Excel & Google Sheets
Spreadsheets are where a lot of science lives. dpyr treats an .xlsx
workbook like a small database: one sheet reads as a dataframe, several
sheets open as a catalog, and writing adds or replaces one sheet at a
time without destroying the rest. Google Sheets work the same way —
paste the browser URL into read().
Setup (one time)
Excel support is an optional extra — install it once:
pip install 'dpyr[excel]' # or: uv pip install 'dpyr[excel]'
If you forget, dpyr tells you exactly that:
DpyrError: reading .xlsx needs the excel extra: pip install 'dpyr[excel]'
Reading
A workbook with one sheet behaves like a CSV — you get the dataframe:
from dpyr import read, col
field = read("field_data.xlsx") # the single sheet, as a frame
A workbook with several sheets opens as a Workbook catalog, the
same shape as a database: sheets are attributes, with
tab completion and did-you-mean on typos.
wb = read("report.xlsx")
print(wb)
# excel workbook: report.xlsx
# 2024 plots
# notes
# read a sheet: wb.sheet(name), wb[name], or wb.<name>
wb.sheets # ['2024 plots', 'notes']
wb.notes # plain names work as attributes
wb["2024 plots"] # names with spaces use [...] or .sheet(...)
To skip the catalog, name the sheet directly as read()'s second
argument — and a wrong name tells you what the workbook holds:
read("report.xlsx", "2024 plots")
read("report.xlsx", "2024 plot")
# DpyrError: no sheet named '2024 plot' in 'report.xlsx'.
# Did you mean '2024 plots'? Sheets: 2024 plots, notes
Sheet names must match exactly as they appear on the tab in Excel, including spaces and capitalization.
Writing
The second argument names the worksheet; without it you get Sheet1:
summary.write("results.xlsx") # one sheet named "Sheet1"
summary.write("results.xlsx", "by_site") # one sheet named "by_site"
Writing into an existing workbook replaces only the named sheet and keeps the others, so building a multi-sheet report is just repeated writes:
plots.write("report.xlsx", "plots")
notes.write("report.xlsx", "notes") # plots sheet survives
plots2.write("report.xlsx", "plots") # replaced in place, notes survives
One honest caveat, and dpyr warns about it: the carried-over sheets are rewritten from their values, so any hand-applied cell formatting (colors, column widths, formulas) in them is lost. For formatting-heavy workbooks, write your data to its own file and link it from the formatted one.
Google Sheets
Copy the sheet's URL straight from the browser's address bar — any
docs.google.com/spreadsheets/... link works, no API keys and no
client libraries:
wb = read("https://docs.google.com/spreadsheets/d/1AbC.../edit?gid=0")
wb.sheets # same Workbook catalog as a local file
read("https://docs.google.com/spreadsheets/d/1AbC.../edit", "plots")
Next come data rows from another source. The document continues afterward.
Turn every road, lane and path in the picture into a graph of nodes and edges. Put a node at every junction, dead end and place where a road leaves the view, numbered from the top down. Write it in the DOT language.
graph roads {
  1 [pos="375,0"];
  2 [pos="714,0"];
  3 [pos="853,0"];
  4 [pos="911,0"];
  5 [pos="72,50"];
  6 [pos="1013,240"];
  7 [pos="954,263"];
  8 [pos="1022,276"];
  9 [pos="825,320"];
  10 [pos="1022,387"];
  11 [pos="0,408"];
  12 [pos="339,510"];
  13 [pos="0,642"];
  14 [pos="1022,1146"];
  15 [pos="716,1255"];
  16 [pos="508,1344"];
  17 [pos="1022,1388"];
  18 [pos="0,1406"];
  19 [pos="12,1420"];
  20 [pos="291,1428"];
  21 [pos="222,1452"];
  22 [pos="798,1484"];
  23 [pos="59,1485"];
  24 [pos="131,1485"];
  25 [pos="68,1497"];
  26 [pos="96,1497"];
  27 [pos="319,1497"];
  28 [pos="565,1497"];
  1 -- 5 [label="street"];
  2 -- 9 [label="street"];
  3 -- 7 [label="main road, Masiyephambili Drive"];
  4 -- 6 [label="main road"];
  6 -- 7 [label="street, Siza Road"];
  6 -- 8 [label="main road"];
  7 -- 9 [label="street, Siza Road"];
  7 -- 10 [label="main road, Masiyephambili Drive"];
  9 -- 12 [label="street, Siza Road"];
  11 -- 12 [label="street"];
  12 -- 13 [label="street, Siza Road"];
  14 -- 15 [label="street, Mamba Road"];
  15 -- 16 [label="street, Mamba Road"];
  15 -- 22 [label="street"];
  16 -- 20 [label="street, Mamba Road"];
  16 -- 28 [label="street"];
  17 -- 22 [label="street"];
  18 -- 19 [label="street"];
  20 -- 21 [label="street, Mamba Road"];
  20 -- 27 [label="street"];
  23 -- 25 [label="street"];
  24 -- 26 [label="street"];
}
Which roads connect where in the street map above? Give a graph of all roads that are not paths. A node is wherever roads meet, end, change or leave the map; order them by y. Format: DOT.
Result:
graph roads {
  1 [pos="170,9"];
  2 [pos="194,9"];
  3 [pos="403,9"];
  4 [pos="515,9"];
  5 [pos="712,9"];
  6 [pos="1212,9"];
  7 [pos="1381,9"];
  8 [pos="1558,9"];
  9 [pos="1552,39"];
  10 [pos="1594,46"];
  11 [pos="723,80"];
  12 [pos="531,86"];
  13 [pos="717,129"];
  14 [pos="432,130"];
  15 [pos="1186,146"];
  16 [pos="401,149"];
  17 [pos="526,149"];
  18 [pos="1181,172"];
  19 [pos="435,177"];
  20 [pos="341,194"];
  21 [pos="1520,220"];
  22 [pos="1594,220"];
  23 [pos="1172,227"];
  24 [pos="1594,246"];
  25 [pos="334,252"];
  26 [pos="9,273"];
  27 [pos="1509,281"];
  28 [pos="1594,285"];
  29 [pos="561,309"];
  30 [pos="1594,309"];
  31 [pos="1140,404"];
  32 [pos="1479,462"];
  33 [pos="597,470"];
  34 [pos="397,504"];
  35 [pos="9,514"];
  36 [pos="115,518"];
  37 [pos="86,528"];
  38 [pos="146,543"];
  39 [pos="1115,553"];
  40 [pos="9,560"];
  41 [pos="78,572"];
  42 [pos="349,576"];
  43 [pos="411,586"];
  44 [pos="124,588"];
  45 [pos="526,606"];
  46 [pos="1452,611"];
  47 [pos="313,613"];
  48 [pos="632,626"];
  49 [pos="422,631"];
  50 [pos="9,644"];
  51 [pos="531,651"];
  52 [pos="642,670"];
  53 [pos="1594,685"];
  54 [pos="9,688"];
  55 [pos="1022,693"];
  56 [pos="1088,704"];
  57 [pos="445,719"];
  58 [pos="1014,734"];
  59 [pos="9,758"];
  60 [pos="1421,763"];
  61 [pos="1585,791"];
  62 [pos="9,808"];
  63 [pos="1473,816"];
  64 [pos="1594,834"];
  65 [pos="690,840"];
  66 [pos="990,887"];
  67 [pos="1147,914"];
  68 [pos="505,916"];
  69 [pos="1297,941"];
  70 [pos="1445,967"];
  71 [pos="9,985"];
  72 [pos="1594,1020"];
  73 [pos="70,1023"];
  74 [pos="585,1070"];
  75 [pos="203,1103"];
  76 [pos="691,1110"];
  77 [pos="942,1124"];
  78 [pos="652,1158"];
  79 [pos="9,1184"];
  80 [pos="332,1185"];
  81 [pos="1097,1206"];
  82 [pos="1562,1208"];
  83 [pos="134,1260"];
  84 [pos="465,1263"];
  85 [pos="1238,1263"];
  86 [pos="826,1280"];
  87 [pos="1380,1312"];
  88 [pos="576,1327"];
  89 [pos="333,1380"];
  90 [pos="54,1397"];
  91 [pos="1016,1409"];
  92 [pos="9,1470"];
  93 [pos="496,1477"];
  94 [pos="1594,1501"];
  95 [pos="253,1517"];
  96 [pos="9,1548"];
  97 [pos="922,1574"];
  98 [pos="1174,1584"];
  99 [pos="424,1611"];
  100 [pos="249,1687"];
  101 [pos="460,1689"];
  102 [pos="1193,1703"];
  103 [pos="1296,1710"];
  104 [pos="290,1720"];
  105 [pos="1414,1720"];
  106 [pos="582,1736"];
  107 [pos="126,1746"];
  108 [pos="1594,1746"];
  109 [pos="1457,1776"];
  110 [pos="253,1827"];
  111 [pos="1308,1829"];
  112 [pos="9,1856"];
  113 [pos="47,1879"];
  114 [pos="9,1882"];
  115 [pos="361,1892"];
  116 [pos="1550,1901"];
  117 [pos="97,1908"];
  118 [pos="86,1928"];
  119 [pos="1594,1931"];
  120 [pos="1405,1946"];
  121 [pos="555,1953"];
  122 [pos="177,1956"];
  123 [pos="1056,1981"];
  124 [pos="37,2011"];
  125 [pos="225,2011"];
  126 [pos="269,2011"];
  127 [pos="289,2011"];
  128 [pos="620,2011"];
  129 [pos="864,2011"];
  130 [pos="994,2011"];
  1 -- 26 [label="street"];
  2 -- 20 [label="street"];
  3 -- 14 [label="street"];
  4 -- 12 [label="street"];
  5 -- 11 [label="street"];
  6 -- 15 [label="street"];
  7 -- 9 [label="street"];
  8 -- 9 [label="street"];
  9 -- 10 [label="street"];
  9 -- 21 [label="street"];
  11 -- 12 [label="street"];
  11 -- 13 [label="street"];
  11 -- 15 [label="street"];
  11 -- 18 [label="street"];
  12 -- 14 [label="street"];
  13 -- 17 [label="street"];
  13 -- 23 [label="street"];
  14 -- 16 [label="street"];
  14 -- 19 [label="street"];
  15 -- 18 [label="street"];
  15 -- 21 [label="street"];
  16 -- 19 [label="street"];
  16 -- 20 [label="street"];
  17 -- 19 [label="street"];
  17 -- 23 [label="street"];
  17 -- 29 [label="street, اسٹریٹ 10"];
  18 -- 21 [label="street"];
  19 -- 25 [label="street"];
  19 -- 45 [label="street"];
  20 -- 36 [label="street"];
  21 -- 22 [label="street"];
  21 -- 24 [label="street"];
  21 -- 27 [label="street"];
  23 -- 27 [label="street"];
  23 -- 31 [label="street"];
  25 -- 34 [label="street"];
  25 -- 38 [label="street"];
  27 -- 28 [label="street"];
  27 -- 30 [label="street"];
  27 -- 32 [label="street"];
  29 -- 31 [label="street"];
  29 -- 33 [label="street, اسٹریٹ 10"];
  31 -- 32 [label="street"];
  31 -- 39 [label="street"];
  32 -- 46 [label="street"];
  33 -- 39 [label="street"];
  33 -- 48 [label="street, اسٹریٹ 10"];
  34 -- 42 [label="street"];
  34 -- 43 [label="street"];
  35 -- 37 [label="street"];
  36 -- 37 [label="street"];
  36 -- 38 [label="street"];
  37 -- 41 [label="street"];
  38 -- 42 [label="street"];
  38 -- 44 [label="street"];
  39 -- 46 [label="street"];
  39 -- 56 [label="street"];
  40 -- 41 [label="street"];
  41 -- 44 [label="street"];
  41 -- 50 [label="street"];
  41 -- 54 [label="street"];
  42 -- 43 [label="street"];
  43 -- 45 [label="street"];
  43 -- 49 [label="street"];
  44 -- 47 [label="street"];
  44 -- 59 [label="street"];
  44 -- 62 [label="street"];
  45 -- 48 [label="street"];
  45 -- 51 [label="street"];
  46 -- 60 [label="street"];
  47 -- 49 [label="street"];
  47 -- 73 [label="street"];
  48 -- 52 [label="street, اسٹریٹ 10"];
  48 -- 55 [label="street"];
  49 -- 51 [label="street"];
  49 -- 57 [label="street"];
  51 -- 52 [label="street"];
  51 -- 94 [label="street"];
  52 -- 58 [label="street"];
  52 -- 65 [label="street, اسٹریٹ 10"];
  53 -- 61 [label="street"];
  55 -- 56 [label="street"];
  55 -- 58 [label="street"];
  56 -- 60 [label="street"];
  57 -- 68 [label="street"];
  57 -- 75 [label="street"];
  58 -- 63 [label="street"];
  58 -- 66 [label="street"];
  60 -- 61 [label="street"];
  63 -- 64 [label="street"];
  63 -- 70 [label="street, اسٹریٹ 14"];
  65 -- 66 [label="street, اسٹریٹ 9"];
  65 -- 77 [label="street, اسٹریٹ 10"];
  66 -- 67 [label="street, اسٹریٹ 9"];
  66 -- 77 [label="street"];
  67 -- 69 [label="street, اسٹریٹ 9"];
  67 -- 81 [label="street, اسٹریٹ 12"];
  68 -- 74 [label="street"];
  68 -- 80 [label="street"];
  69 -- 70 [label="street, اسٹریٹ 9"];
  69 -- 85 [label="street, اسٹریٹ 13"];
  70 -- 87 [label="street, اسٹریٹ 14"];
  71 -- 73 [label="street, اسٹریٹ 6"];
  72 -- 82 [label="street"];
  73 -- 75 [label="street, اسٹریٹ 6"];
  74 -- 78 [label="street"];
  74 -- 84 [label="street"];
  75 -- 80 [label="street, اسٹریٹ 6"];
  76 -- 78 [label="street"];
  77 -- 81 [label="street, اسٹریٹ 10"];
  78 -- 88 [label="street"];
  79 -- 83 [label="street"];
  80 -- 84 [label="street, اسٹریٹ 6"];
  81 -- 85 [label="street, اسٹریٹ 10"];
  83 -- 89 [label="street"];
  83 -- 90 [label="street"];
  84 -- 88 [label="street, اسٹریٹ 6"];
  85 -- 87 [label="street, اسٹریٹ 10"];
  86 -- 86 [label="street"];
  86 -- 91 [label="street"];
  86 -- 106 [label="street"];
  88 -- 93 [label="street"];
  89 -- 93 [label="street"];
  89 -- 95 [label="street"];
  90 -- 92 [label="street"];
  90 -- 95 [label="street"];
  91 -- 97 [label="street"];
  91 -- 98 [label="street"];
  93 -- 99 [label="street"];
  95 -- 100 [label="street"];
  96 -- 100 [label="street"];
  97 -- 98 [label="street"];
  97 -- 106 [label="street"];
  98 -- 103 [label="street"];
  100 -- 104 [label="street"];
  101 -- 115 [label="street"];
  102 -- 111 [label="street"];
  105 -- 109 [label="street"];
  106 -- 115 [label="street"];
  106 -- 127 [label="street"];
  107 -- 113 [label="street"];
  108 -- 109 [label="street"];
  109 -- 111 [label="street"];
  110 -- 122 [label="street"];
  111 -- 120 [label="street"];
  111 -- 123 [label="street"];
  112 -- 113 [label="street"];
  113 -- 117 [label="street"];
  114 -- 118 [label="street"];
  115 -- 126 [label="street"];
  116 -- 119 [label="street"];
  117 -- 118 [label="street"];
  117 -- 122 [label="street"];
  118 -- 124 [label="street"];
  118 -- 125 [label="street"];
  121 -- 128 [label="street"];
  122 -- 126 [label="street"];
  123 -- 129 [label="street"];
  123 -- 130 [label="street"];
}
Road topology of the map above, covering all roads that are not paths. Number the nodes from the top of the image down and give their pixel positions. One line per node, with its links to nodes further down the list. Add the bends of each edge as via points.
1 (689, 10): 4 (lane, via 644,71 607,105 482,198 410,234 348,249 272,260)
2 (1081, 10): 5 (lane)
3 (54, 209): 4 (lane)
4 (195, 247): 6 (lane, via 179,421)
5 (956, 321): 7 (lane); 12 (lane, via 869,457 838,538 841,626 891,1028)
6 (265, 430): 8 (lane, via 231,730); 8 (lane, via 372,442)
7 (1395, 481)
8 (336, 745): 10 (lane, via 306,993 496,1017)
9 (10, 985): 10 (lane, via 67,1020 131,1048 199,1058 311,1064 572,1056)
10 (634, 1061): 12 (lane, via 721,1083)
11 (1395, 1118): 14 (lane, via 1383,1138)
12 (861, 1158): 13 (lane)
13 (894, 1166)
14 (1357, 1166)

The whole workbook is fetched through Google's export endpoint, so sheet selection, the catalog, and the error messages are identical to local Excel. Two things to know:
-
The sheet must be link-readable. In Google Sheets: Share → "Anyone with the link" (Viewer). A private sheet fails with exactly that instruction — dpyr can't log into your Google account:
DpyrError: this Google Sheet is not link-readable: '...'. In Google Sheets use Share -> 'Anyone with the link' (Viewer), or File -> Download -> .xlsx and read the file -
Reads are a snapshot. Each
read()downloads the current state of the sheet; collaborators' later edits appear on the nextread().
There is no writing back to Google Sheets — write an .xlsx and
import it, or keep results in parquet/duckdb.
When things go wrong
- Missing file —
DpyrError: read('field_data.xlsx'): no such file. Check the spelling and your working directory. - Wrong sheet name — the error names the available sheets and suggests the closest match (see above).
- Numbers come in as text (or dates as numbers) — usually the
spreadsheet itself has mixed content in the column, often a stray
note typed into a cell. Clean the column in Excel, or cast after
reading:
.mutate(x=col.x.cast(float)). - Headers aren't on row 1 — dpyr expects the column names in the first row. Title rows and merged cells above the data confuse the reader; delete them in Excel first.
Good to know
- Excel files are read eagerly (the whole sheet is parsed up front), unlike CSV and parquet which are lazy scans. Fine for the sizes Excel handles anyway.
- If a workbook is a one-time import, read it once and
.write()to parquet — subsequent reads are faster and typed. For a many-table result that stays in the data world, a duckdb file is the better container; reach for multi-sheet Excel when the audience is a human with a spreadsheet program.